第6章 死神編【駐在任務編】
「オマエが変な事言わんか見に行ったんやハゲシンジ。」
「ちょーっと、ゆうりの周りがどうなっとんのか探り入れただけやろ。藍染の事は言うとらん。」
面倒くさそうに言葉を紡ぐ平子は猿柿を連れて1度自分の部屋へ向かった。2人は互いに顔を顰めながら見つめ合う。

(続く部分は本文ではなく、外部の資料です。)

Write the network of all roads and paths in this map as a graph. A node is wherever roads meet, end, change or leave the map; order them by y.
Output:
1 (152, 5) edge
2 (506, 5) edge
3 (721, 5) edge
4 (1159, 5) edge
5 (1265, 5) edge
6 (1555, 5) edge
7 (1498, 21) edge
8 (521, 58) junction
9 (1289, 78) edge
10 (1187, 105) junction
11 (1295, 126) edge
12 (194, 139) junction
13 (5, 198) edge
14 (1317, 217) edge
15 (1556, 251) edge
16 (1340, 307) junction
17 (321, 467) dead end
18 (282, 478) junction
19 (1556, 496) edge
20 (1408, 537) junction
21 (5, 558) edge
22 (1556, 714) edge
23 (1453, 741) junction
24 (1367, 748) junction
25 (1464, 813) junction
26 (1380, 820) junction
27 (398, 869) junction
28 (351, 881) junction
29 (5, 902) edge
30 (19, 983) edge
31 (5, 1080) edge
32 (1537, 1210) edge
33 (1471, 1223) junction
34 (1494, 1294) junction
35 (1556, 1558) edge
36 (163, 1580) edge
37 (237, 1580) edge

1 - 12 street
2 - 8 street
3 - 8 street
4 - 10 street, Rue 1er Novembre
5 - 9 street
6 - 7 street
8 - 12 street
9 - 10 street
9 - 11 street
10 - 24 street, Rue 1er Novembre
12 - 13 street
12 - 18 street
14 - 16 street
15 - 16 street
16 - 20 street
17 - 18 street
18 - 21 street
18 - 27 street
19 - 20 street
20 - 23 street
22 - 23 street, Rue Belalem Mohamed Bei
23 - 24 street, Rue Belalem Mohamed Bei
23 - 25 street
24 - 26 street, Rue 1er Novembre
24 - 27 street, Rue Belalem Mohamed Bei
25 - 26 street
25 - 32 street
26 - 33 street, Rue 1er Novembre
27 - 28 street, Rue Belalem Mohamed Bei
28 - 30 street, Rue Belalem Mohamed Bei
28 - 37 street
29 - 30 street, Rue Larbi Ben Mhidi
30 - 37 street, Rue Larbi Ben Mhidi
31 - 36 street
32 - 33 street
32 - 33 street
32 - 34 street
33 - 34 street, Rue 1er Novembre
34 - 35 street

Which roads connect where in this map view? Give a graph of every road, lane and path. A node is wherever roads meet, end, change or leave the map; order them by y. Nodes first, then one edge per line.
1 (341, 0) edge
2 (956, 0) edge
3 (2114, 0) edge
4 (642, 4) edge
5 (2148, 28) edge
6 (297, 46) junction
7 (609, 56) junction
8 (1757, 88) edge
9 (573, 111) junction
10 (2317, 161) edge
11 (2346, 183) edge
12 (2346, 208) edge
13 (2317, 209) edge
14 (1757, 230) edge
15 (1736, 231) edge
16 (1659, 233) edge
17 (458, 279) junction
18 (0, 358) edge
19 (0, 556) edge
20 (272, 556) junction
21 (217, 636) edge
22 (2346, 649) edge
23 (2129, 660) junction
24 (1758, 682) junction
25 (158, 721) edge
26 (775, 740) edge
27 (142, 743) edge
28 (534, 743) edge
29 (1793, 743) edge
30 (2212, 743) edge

「…思うてたより市丸はゆうりに接触しとるっぽいわ。霊圧乱れとるの分かるやろ。多分、悩んどるんやろなァ。オレら信じるかアイツを信じるか。」
「ほんま腹立つわ、藍染の話もさっさとしたらええやんけ!こんな回りくどい事せんでもええやろ!」
「アホ、そんなスグ話しても余計混乱するだけやろが。喜助が藍染のせいで追放された事をゆうりが知ったら、絶対キレんで。ほんまに敬愛しとったからな。変に情報与えて向こう戻ったゆうりが藍染に敵意剥き出して、目ェ付けられたらどうすんねや。」
「…もし、正しい真実を知る前に藍染がゆうりを手懐けたら…ゆうりが自分の意志でうちらじゃなくて藍染を選んだらどないすんねん。」
「そん時はまァ……どうにもならんな、詰みや。」
「はァ!?」
「オレゆうりを殺すとか無理やし。」
「何甘ったれた事言うとんねん!!」
「そうがなるなや。別にまだ決まった訳とちゃうし再会したばっかやぞ。気長にいこうや。ほんにオレらを信じとらん内に話しても無駄やん。」
「…オマエのそういう所うち嫌いや。」
「ひよ里はもうちょい落ち着く事覚えや。そないやからバイトもできひんのやぞ。」
「それとこれとは話が別やろが!!もうえぇ、この話は終いや!」
「…ったく、面倒なやっちゃなァ。」
思い切りテーブルを叩いて立ち上がった猿柿は鼻を鳴らし部屋を後にした。平子は閉じた扉を見詰め息を吐く。
彼の呟きは誰に聞かれることも無く静かな部屋へ溶けていった。